How embarrassing that I was afraid of a tube of paint. I like to think of myself as not really afraid of anything, but I gave my last tube of phthalo blue away many years ago because I was afraid it would invade my paintings.
Phthalo blue is a relatively new pigment, accidentally discovered and rediscovered in the lab before its potential was finally recognized by the company Scottish Dyes in the early 1900’s. It was introduced as an artist pigment in the mid 1930’s and has been highly valued ever since for it’s resistance to fading, intense color, and high tinting strength.
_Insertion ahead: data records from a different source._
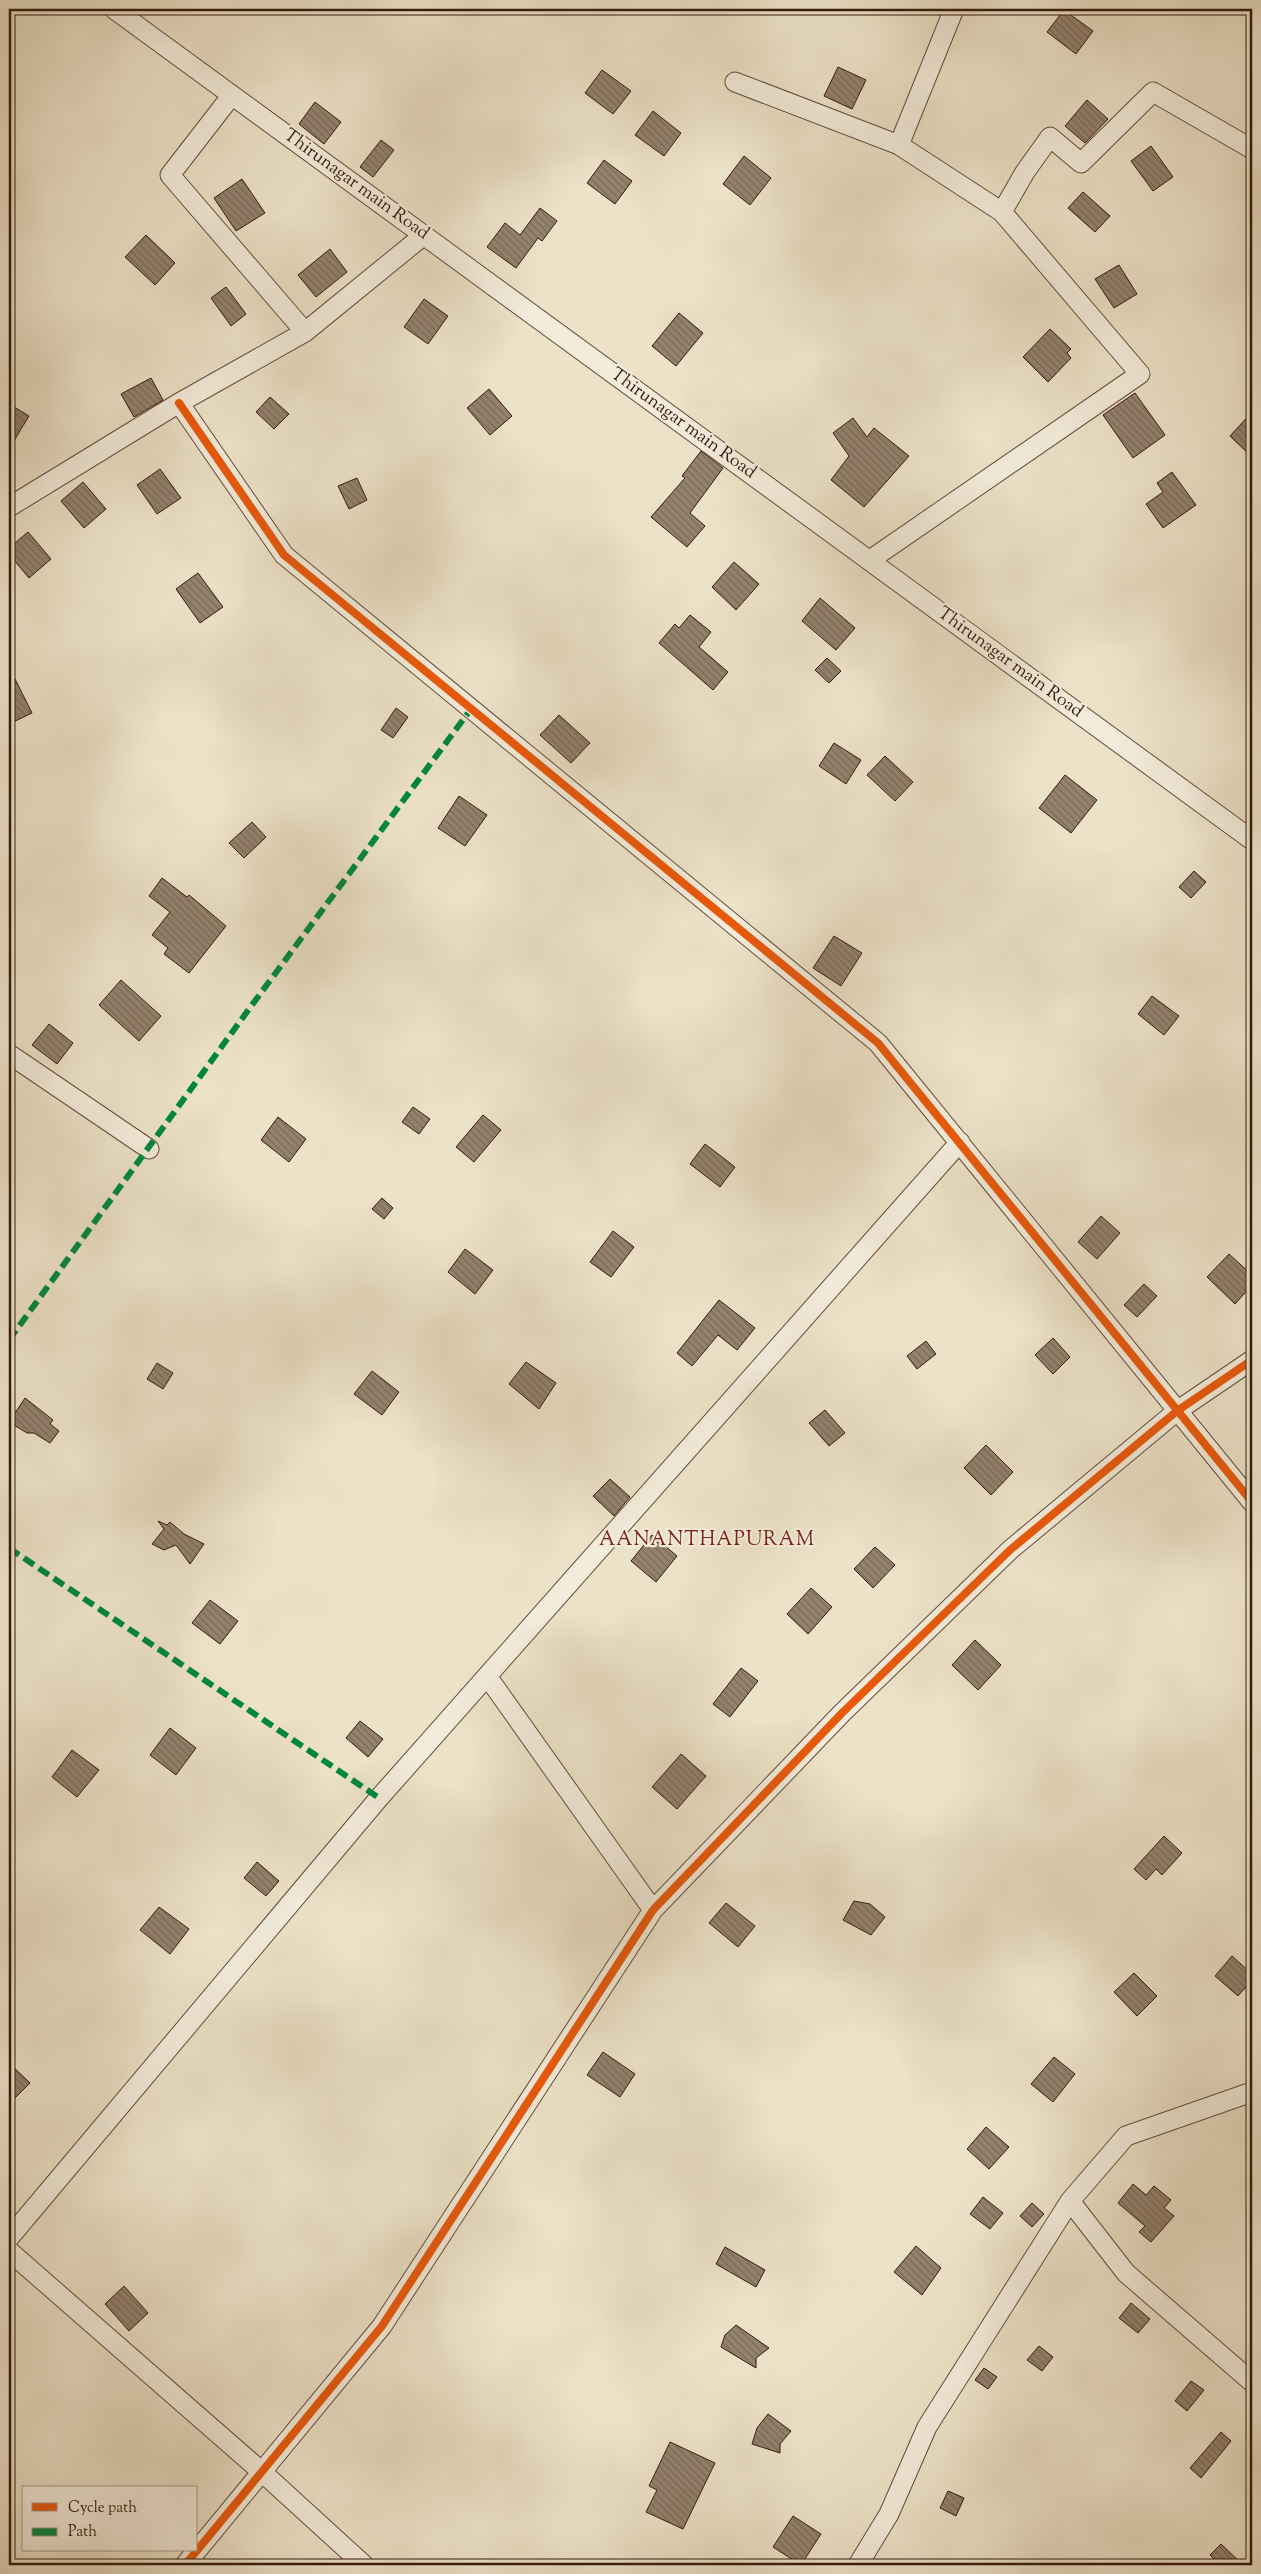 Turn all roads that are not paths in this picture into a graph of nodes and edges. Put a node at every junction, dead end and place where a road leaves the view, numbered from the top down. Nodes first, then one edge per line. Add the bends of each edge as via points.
1 (114, 9) edge
2 (954, 9) edge
3 (735, 82) dead end
4 (232, 95) junction
5 (899, 145) junction
6 (1252, 149) edge
7 (1002, 212) junction
8 (424, 235) junction
9 (305, 332) junction
10 (179, 404) junction
11 (9, 507) edge
12 (870, 560) junction
13 (1252, 840) edge
14 (9, 1054) edge
15 (960, 1142) junction
16 (149, 1149) dead end
17 (1252, 1360) edge
18 (1177, 1411) junction
19 (1252, 1502) edge
20 (488, 1676) junction
21 (653, 1910) junction
22 (1252, 2092) edge
23 (1070, 2201) junction
24 (9, 2238) edge
25 (9, 2251) edge
26 (1252, 2382) edge
27 (262, 2472) junction
28 (198, 2549) edge
29 (196, 2552) edge
30 (185, 2565) edge
31 (364, 2565) edge
32 (858, 2565) edge

1 - 4 street, Thirunagar main Road
2 - 5 street
3 - 5 street
4 - 8 street, Thirunagar main Road
4 - 9 street via 170,175
5 - 7 street
6 - 7 street via 1153,92 1081,163 1050,137
7 - 12 street via 1140,374
8 - 9 street
8 - 12 street, Thirunagar main Road
9 - 10 street
10 - 11 street
10 - 15 street via 284,555 878,1043
12 - 13 street, Thirunagar main Road
14 - 16 street
15 - 18 street
15 - 20 street
17 - 18 street
18 - 19 street
18 - 21 street via 1010,1550 842,1713
20 - 21 street
20 - 24 street via 379,1798
21 - 27 street via 382,2326
22 - 23 street via 1126,2136
23 - 26 street via 1126,2273
23 - 32 street via 927,2427 889,2514
25 - 27 street
27 - 28 street
27 - 31 street
29 - 30 street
That high tinting strength is the source of my fears. You have to understand how invasive phthalo blue is: during the course of a painting, hues naturally blend and migrate. While most pigments can be blended into entirely new colors, either dominating and being dominated by other hues, phthalo blue tints so powerfully that it is extremely difficult to blend away in that manner. If it’s on the pallet, I can see it in the painting everywhere! Typically as a figurative painter, creating warm skin tones helps give the person a more vibrant, lively feel, so my general rule has been to only use Cobalt Blue (which has a weak tinting strength) so that the warm tones are easy to pull forward with a greater sense of control. Whereas a tiny bit of phthalo blue on the pallet has a way of invading everything and can quickly force you to scrape your entire palette clean and start again, thus the expulsion of the color from my studio.
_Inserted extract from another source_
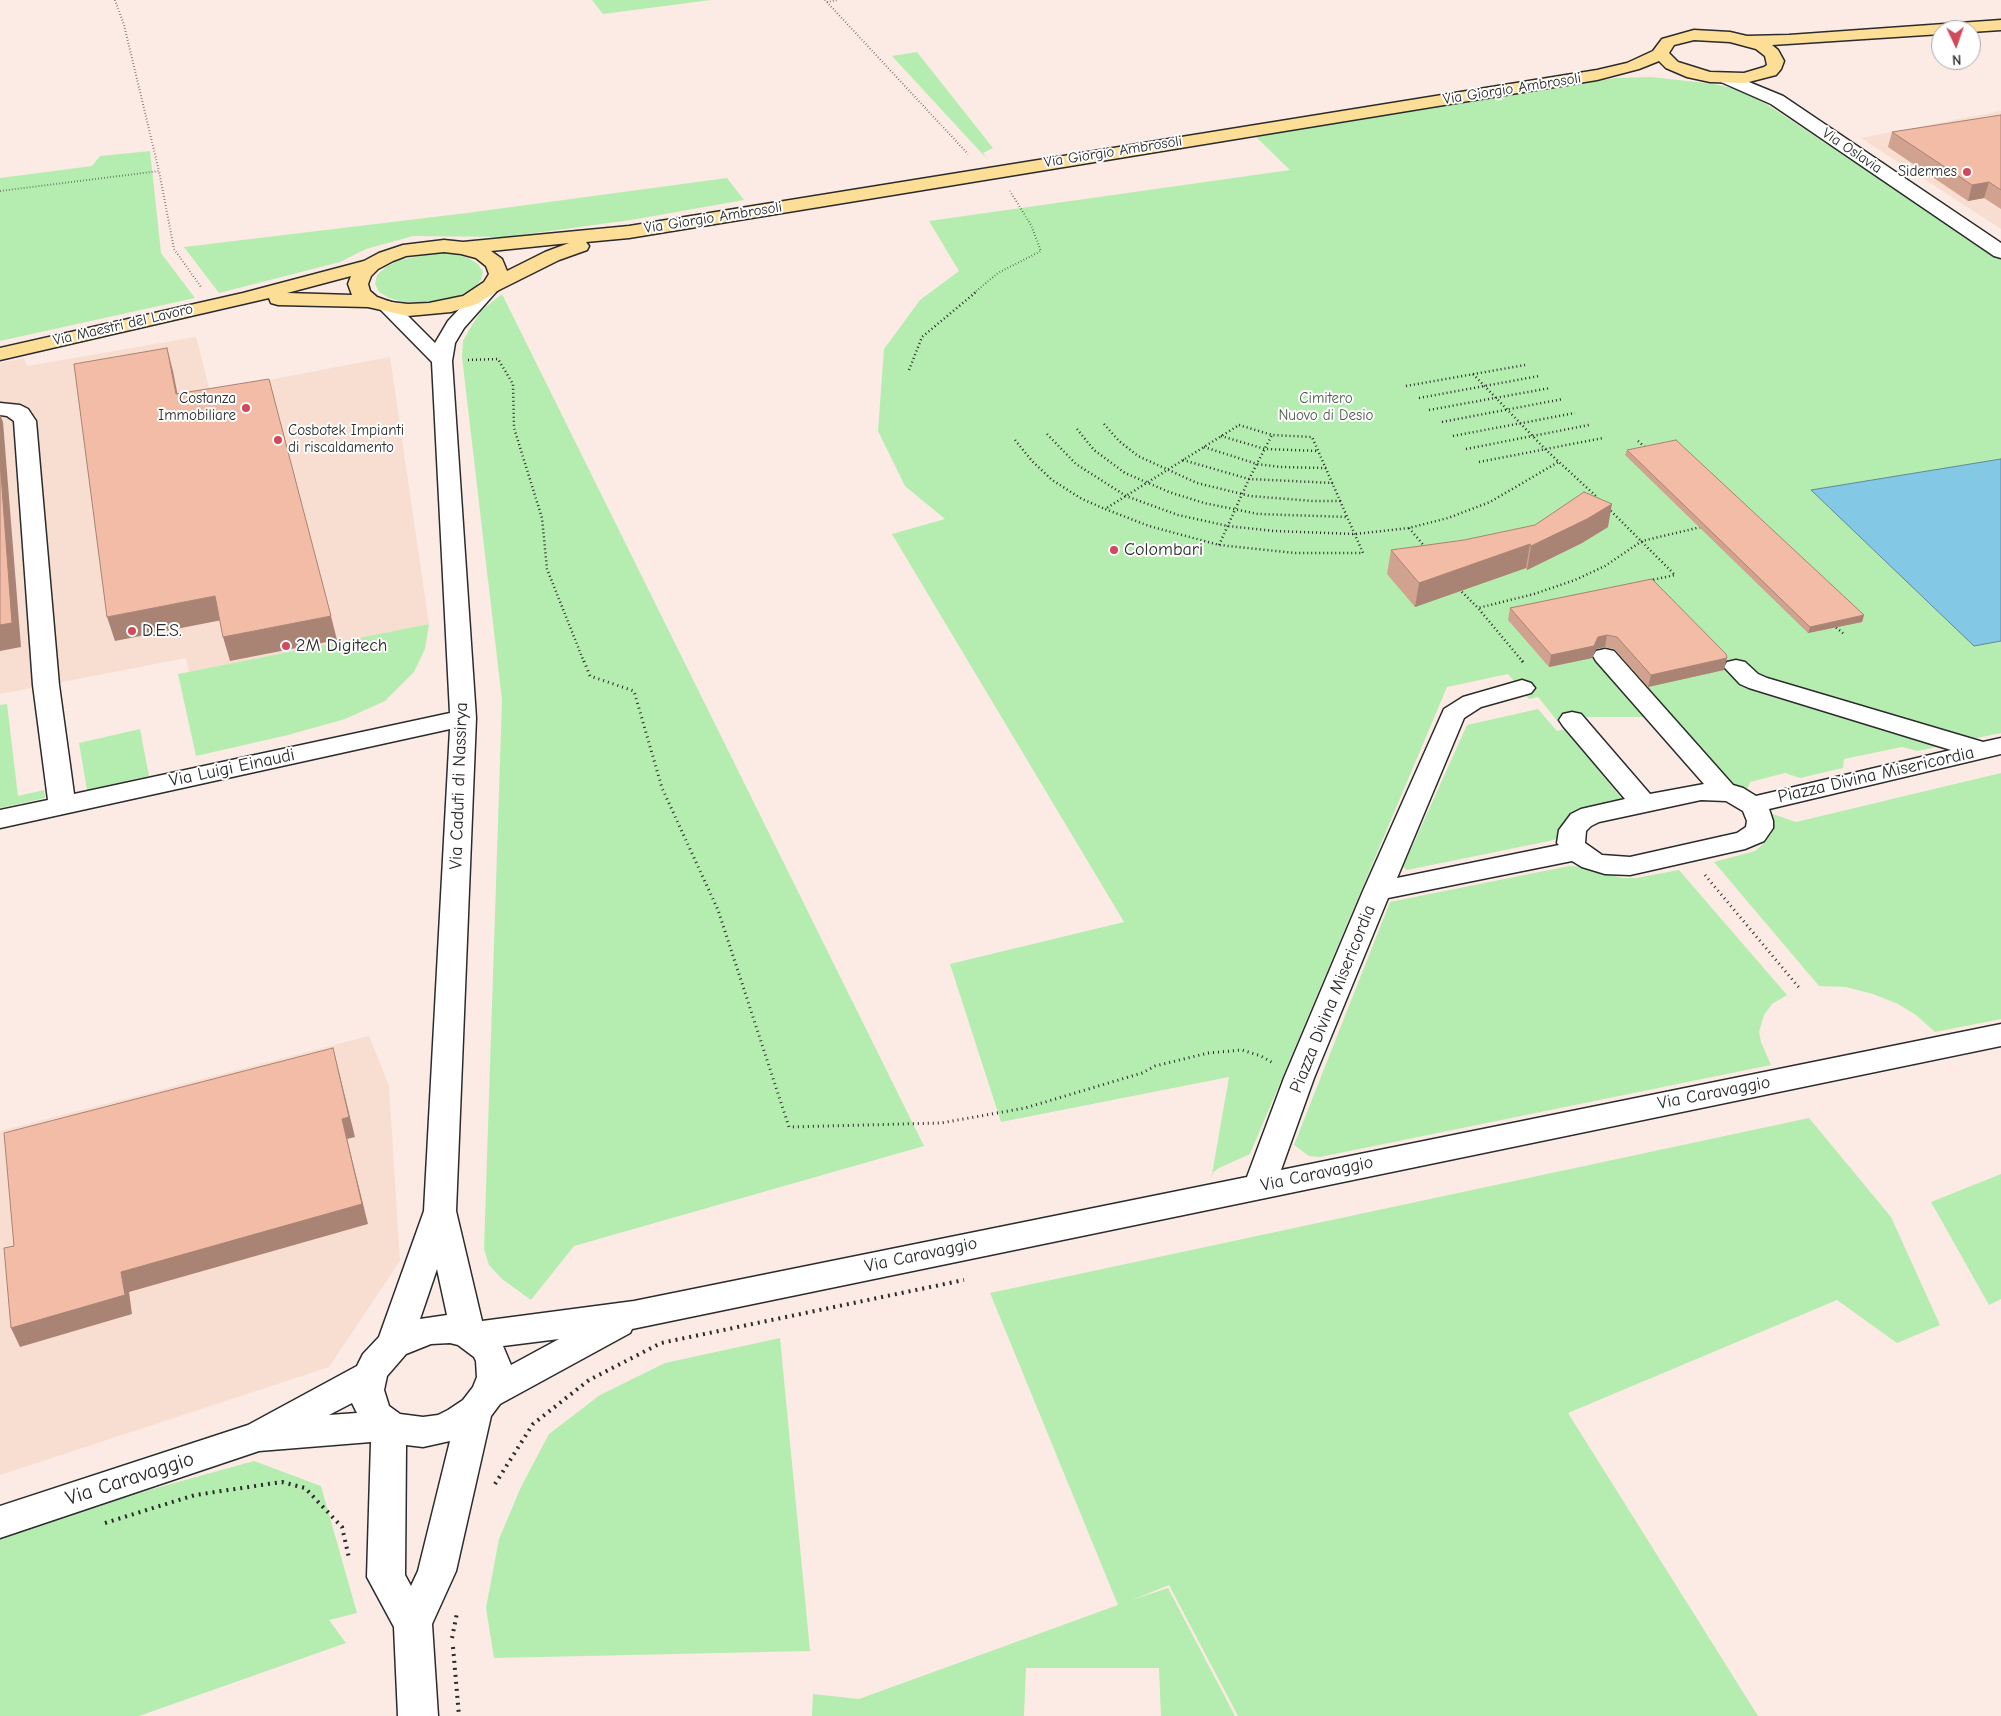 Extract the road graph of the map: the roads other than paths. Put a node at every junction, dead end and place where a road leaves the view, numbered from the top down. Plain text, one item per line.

Two paintings changed my perspective, and now I can’t imagine working without it.
I spend a great deal of time at the Seattle Art Museum, where I help create mounts that stabilize objects on display and mitigate earthquake risk. And though I’m mostly working with sculptural pieces, I love spending time with the paintings. March of 2014 brought “France: Inside and Out“, an ongoing show in the fourth floor galleries (co-curated by Chiyo Ishikawa and Julie Emerson), and though the portrait below was painted before the advent of phthalo blue, it started me questioning my fear of a dominating cool pigment in a portrait. The blue is everywhere in this painting: the frame, the hair, and the skin, not to mention the blue dress and background. But at the same time, it’s neither monochromatic nor muddy. This painting planted the thought that maybe it’s okay to let go of some control and let the paint surprise me.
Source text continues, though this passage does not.